D’une durée de 18 mois, ce traitement a présenté un taux de succès de 95 % chez les patients présentant la phase avancée de la maladie, ce qui correspond aux meilleurs résultats jamais obtenus dans le cadre d’études portant sur des traitements existants (94 %). De plus, le traitement a été un succès chez 100 % des 41 patients présentant la phase avancée de la maladie, à tous les points retenus pour leur évaluation. Cette étude a montré que l’acoziborole présente un profil de sécurité favorable ; aucun signal de sécurité lié au médicament n’a été rapporté.
Ces résultats pivots formeront la base du dossier que Sanofi soumettra à l’Agence européenne des médicaments (EMA) et représentent une nouvelle étape importante dans les efforts engagés en vue d’éliminer la maladie du sommeil. Dès que l’EMA aura rendu un avis favorable et que ce médicament sera approuvé, Sanofi fera don de lots d’acoziborole à l’OMS par l’intermédiaire de son entité philanthropique, Foundation S – The Sanofi Collective. L’acoziborole est en développement clinique et aucun organisme réglementaire n’a encore évalué ses profils de sécurité et d’efficacité.
Dr Dietmar Berger, Ph. D., Responsable, Développement et Chief Medical Officer, Sanofi : « Sanofi est un partenaire de longue date de DNDi et de l’Organisation mondiale de la Santé et s’engage à leurs côtés dans la lutte contre la maladie du sommeil. Nous tirons parti du savoir-faire unique de notre entreprise en matière de développement, d’enregistrement et de production de nouveaux médicaments innovants pour répondre à d’importants besoins non pourvus et, dans ce cas précis, pour aider l’OMS à réaliser son objectif et à éliminer la maladie du sommeil parmi les populations humaines à l’horizon 2030. »
Dr Mariame Camara, Investigateur principal de l’étude au Centre de traitement de la maladie du sommeil de Dubreka, Guinée et co-auteur de l’article paru dans The Lancet : « De nombreux patients atteints de la maladie du sommeil vivent dans des villages reculés, dans les mangroves le long des côtes guinéennes. Même si nous disposons de bonnes options thérapeutiques, il nous faut néanmoins envoyer les villageois dont le test de dépistage rapide est positif pour la maladie vers un centre de santé afin de confirmer leur diagnostic.
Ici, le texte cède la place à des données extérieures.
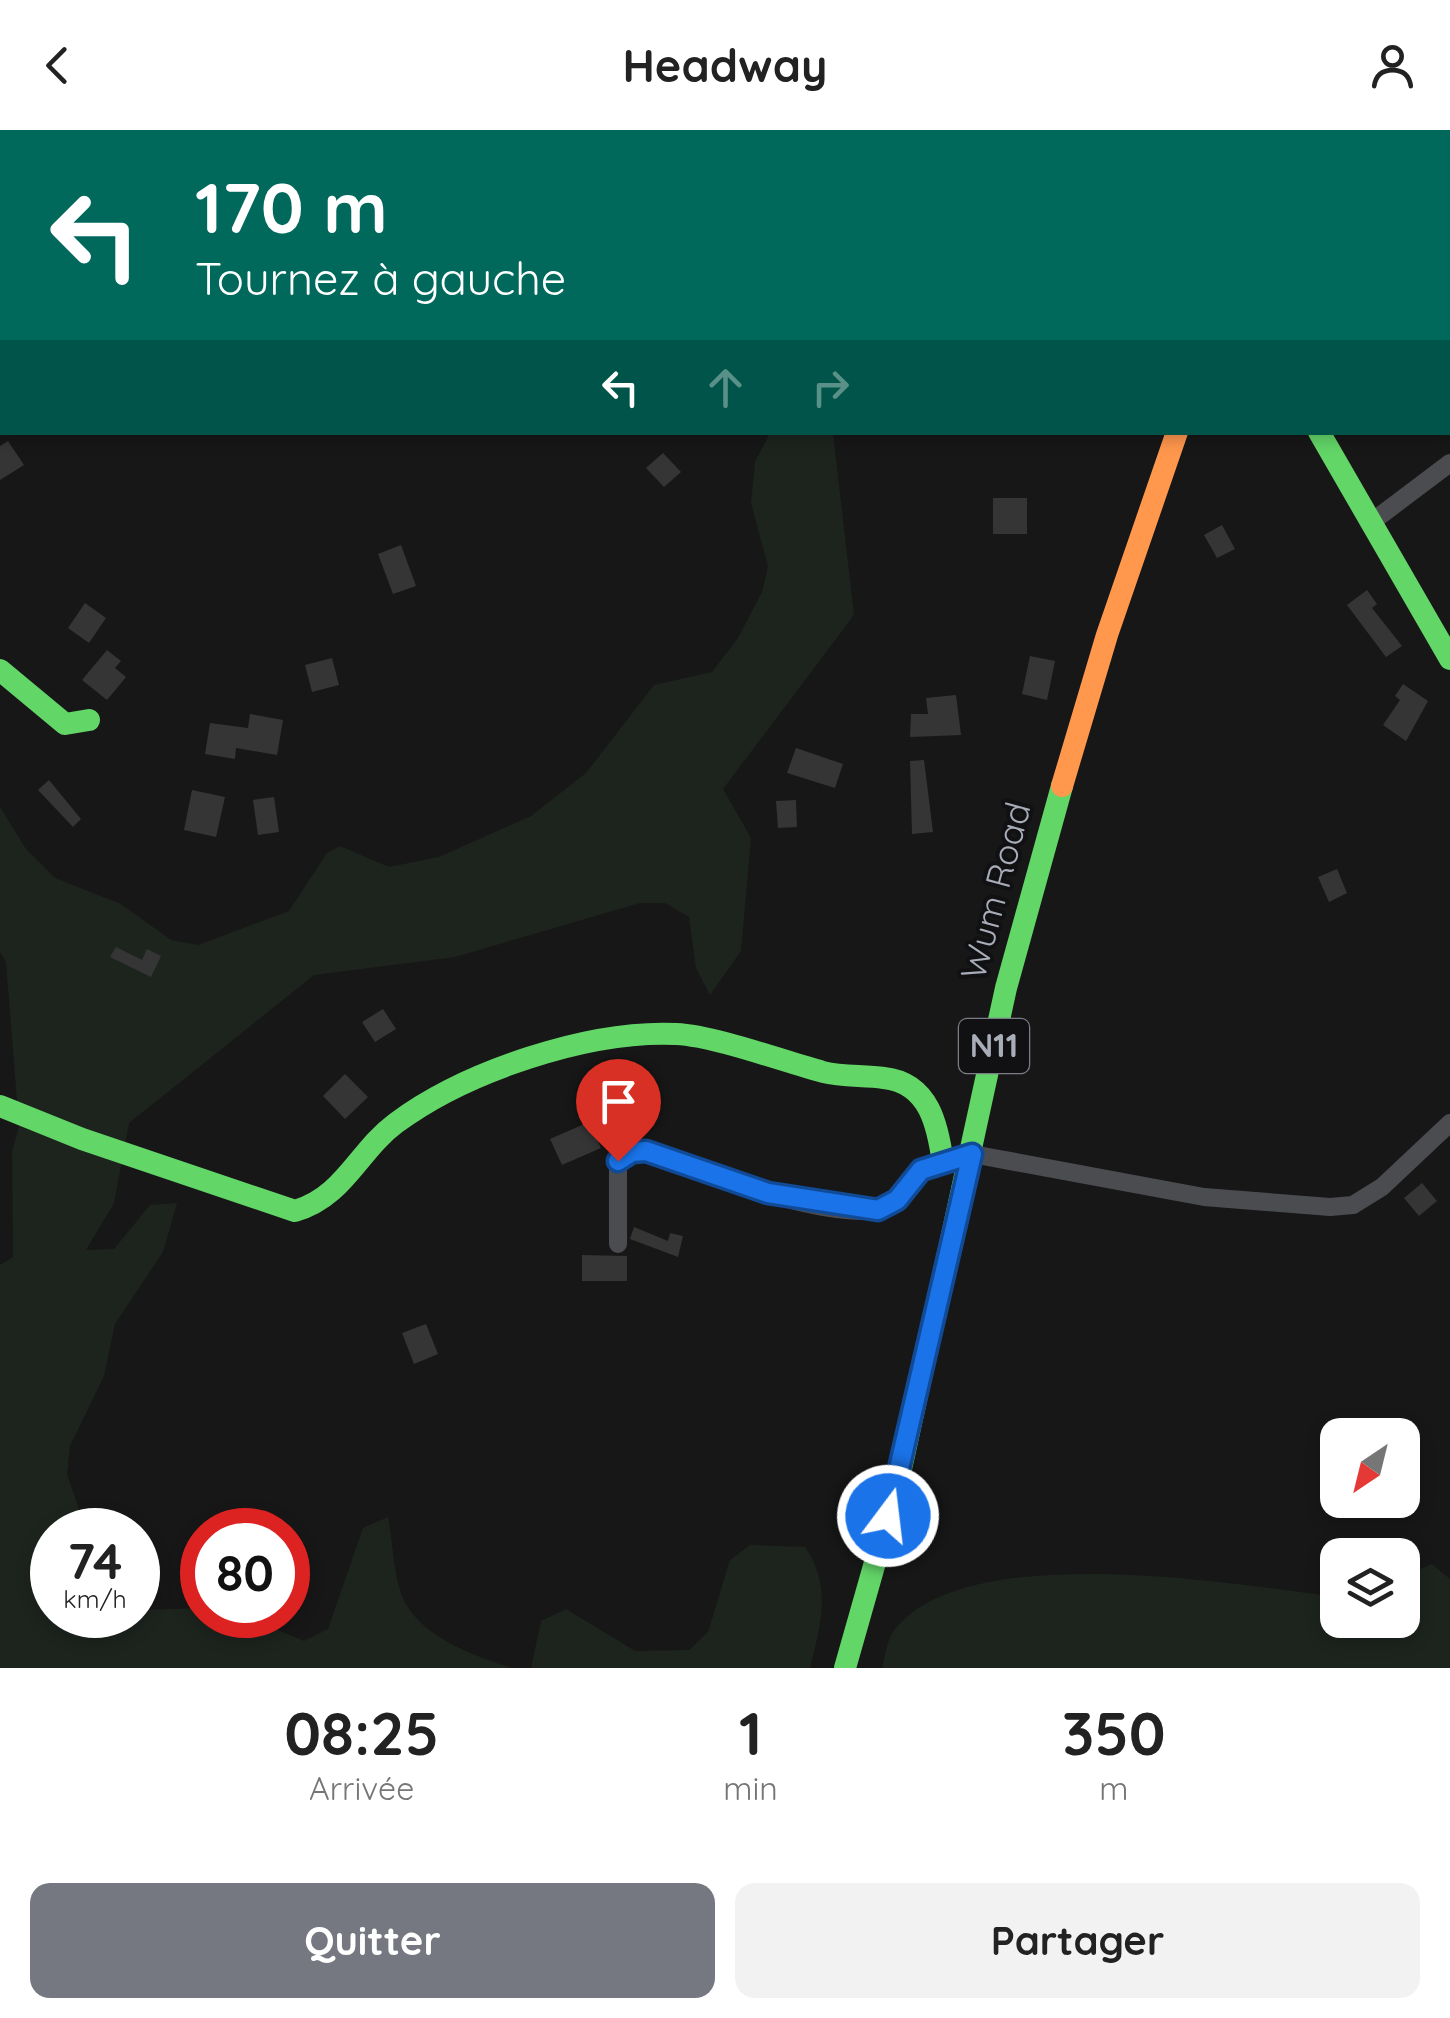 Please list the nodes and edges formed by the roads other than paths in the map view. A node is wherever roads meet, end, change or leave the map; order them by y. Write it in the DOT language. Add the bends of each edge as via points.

L’acoziborole pourrait devenir le premier traitement permettant aux médecins de traiter les personnes infectées sur place, dans leur village, dès lors que leur test rapide se révèle positif. »
Le programme que DNDi consacre au développement de l’acoziborole a bénéficié de subventions des entités suivantes : Fondation Bill & Melinda Gates, UK Aid, ministère fédéral allemand de l’Éducation et de la Recherche (par l’intermédiaire de la banque KfW), Agence suisse pour le développement et la coopération, Médecins Sans Frontières, ministère des Affaires étrangères des Pays-Bas, Agence norvégienne de coopération au développement (Norad), ministère des Affaires étrangères de Norvège (dans le cadre de la contribution de ce pays au partenariat EDCTP2), Fondation Stavros Niarchos, Agence espagnole pour la coopération internationale au développement (AECID), Fondation BBVA (par l’intermédiaire du prix « Frontiers of Knowledge Award in Development Cooperation »).